(TASK DIRECTIONS) Give a count of the lines below that have the string "roads" in them, with no other words.

(Saved data entries)
BEGIN
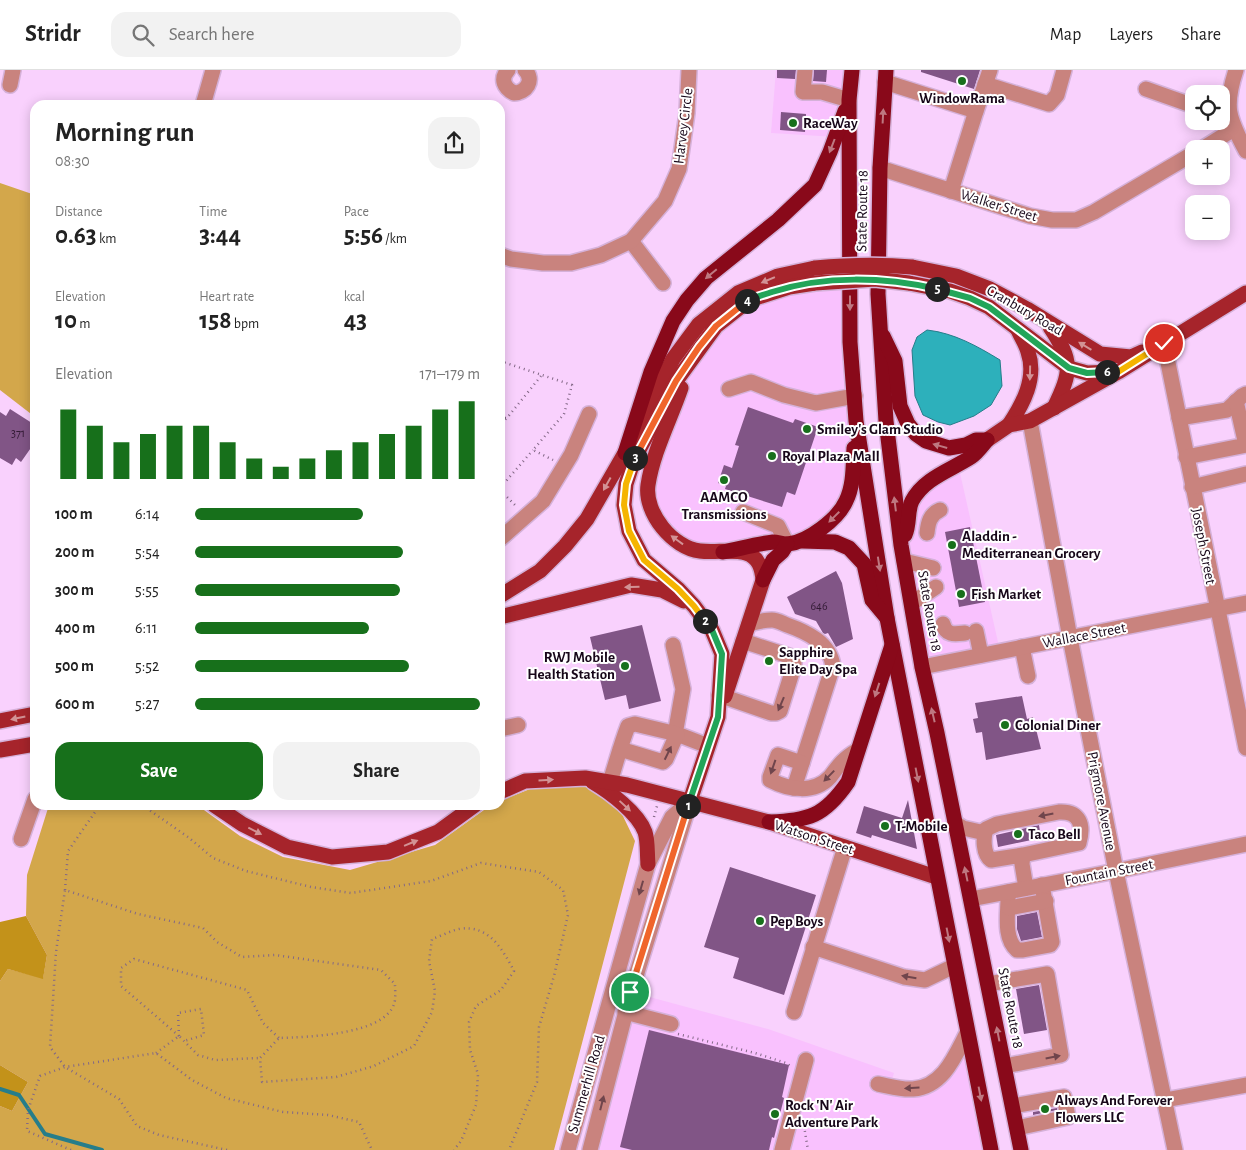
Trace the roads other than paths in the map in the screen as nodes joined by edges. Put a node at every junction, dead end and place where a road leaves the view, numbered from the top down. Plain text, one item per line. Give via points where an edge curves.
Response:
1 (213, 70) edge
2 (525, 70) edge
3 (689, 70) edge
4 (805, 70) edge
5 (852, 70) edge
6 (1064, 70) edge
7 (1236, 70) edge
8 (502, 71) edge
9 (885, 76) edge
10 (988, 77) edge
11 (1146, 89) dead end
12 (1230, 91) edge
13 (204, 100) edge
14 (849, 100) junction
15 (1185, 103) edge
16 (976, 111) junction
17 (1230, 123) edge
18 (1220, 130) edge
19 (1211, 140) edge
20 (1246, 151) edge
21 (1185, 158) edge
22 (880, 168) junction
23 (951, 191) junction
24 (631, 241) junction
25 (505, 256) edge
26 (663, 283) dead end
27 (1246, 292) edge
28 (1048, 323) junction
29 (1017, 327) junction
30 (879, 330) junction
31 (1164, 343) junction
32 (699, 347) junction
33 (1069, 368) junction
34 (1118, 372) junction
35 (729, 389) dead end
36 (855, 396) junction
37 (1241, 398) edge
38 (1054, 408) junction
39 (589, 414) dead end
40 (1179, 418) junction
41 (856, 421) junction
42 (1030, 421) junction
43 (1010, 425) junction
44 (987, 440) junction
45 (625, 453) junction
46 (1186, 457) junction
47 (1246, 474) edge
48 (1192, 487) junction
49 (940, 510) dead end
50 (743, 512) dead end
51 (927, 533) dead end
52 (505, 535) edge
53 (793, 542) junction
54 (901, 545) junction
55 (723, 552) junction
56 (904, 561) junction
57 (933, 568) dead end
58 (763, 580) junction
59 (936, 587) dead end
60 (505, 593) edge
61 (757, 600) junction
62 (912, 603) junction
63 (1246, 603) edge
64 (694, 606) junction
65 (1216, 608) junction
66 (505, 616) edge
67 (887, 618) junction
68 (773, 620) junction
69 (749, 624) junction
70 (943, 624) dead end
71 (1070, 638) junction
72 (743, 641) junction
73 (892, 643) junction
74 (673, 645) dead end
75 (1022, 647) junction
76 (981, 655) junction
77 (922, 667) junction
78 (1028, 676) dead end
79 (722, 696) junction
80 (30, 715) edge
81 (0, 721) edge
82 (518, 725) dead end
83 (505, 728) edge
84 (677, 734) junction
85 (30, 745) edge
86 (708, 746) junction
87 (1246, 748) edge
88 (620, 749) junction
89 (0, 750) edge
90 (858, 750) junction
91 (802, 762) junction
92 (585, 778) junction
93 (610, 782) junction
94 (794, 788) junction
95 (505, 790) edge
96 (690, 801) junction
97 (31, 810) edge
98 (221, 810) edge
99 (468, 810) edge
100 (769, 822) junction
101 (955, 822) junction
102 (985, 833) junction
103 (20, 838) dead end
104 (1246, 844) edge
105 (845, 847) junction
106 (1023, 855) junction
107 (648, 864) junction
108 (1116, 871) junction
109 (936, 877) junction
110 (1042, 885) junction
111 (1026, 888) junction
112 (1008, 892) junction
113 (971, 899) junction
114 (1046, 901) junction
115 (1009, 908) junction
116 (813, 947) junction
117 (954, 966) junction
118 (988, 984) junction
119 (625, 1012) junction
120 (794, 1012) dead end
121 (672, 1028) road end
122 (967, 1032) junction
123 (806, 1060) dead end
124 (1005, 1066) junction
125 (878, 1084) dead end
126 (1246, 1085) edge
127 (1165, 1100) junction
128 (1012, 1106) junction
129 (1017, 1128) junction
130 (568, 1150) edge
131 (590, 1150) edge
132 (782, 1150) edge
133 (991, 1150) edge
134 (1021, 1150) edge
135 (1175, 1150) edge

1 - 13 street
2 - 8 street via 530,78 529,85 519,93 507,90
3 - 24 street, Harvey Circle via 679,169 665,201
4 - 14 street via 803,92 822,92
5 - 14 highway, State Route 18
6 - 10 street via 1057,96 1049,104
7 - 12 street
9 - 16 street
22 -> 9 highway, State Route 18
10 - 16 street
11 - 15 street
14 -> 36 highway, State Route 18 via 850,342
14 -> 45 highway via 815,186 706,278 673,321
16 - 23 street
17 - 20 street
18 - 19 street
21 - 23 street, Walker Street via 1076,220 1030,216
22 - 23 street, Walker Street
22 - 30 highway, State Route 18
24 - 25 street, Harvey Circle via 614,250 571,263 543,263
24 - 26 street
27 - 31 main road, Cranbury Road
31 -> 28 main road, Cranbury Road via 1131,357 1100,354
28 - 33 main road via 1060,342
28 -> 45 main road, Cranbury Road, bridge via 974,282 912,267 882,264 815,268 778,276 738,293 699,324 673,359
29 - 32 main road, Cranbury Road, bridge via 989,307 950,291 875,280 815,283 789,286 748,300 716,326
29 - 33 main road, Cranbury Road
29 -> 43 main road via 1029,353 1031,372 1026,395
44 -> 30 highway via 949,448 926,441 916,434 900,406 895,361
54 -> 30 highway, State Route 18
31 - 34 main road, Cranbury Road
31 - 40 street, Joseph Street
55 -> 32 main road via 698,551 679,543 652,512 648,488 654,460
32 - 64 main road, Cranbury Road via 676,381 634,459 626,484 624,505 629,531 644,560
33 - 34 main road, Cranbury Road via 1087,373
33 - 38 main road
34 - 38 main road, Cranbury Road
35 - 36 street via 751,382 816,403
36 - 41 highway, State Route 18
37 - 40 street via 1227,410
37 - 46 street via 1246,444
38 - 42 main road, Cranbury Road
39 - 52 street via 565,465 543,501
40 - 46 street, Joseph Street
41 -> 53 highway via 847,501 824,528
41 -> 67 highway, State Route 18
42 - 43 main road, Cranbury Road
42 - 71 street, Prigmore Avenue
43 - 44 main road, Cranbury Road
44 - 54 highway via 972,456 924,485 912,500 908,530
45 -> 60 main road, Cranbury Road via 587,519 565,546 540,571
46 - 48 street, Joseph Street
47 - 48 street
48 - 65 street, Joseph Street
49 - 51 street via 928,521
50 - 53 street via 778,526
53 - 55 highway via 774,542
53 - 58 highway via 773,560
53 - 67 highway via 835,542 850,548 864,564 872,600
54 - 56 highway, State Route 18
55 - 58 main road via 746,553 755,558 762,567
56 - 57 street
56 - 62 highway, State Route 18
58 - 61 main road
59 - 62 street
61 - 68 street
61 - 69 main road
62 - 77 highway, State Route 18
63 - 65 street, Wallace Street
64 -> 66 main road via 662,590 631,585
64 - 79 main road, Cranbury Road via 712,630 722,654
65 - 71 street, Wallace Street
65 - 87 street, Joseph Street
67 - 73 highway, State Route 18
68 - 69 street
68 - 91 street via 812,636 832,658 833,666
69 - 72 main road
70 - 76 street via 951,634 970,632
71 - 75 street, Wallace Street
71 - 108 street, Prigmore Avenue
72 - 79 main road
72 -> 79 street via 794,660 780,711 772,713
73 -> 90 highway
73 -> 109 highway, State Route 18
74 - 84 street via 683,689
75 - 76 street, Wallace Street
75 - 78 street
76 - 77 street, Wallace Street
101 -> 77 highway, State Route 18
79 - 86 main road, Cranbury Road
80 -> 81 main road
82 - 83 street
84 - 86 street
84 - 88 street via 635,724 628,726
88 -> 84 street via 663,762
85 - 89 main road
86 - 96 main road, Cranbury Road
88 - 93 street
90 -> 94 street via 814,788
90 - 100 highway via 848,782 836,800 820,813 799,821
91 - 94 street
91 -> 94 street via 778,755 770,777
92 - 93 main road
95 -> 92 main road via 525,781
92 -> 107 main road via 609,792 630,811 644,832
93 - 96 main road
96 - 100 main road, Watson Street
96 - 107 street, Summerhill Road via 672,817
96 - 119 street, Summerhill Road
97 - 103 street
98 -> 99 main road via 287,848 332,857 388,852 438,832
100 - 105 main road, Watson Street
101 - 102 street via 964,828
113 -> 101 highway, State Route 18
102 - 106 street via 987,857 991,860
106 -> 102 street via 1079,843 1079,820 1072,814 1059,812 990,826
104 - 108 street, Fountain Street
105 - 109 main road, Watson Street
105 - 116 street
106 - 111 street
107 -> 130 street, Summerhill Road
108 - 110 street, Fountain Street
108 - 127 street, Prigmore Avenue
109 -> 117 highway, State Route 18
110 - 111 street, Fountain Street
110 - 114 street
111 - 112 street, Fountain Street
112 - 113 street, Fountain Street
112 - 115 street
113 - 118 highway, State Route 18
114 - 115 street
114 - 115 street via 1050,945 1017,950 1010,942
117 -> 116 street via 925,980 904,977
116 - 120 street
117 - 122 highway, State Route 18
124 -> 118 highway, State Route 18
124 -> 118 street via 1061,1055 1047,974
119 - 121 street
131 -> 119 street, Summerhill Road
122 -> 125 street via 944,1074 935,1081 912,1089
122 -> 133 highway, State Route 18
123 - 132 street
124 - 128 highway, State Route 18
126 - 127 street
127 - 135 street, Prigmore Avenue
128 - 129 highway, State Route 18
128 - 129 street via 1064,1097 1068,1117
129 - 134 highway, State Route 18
END
BEGIN
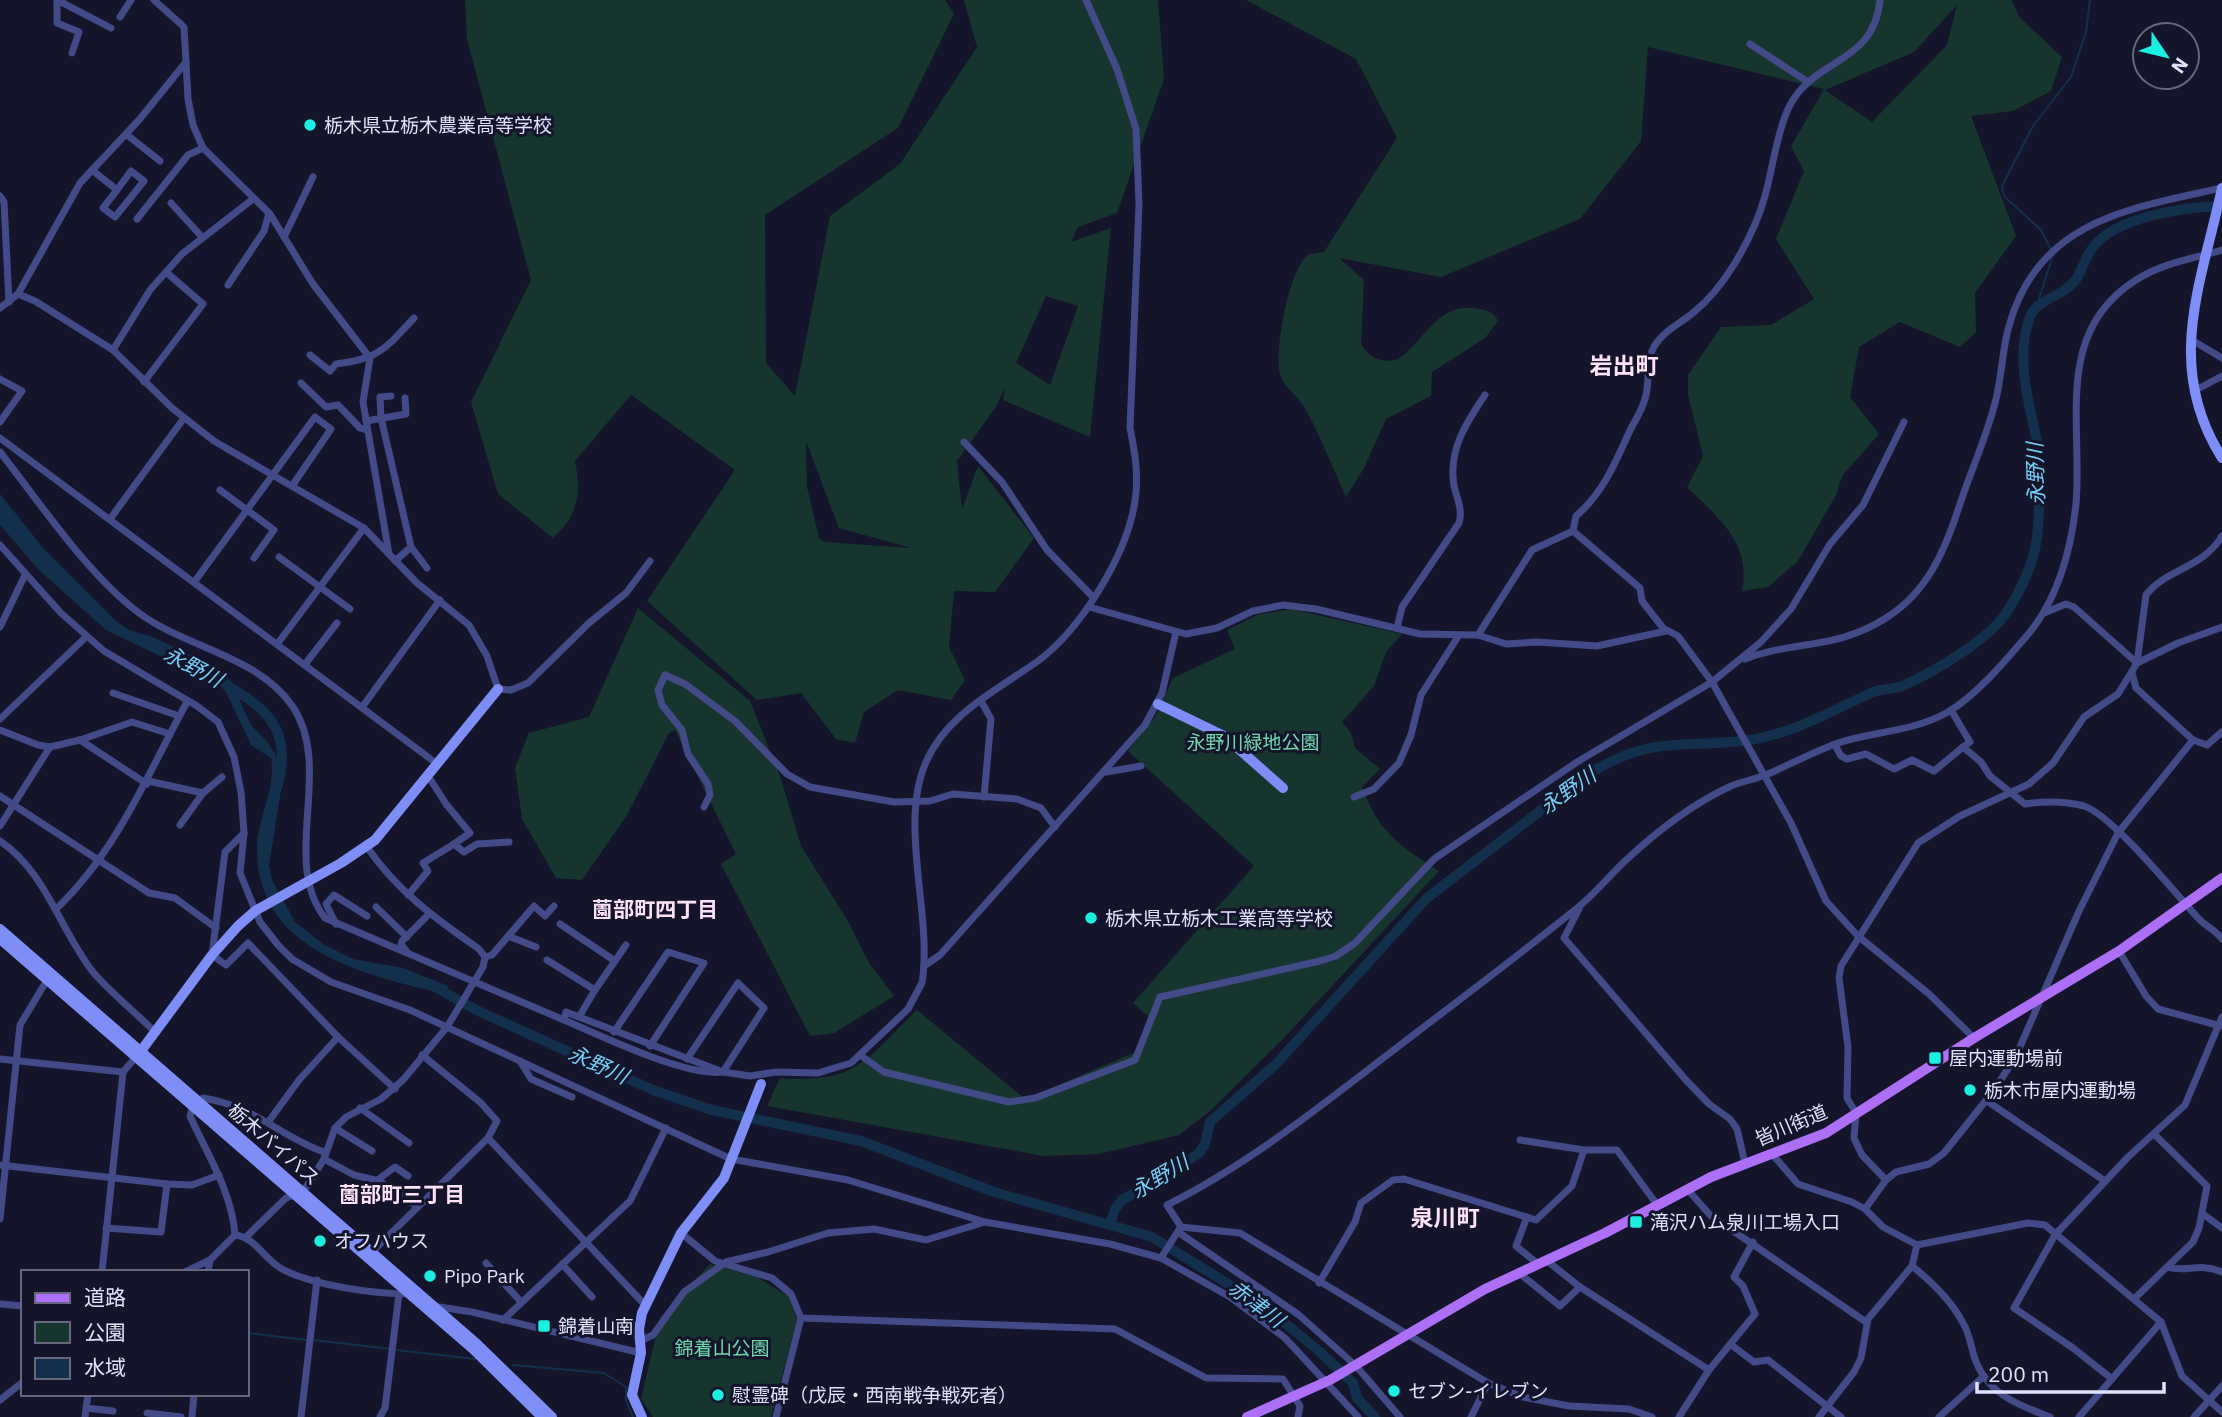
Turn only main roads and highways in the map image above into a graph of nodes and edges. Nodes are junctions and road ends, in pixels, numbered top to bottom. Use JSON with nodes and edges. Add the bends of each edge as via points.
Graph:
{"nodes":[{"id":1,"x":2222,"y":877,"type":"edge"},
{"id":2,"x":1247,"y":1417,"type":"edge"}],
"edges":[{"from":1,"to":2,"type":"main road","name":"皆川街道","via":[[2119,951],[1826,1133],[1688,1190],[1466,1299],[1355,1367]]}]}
END
(RESPONSE BOX) 2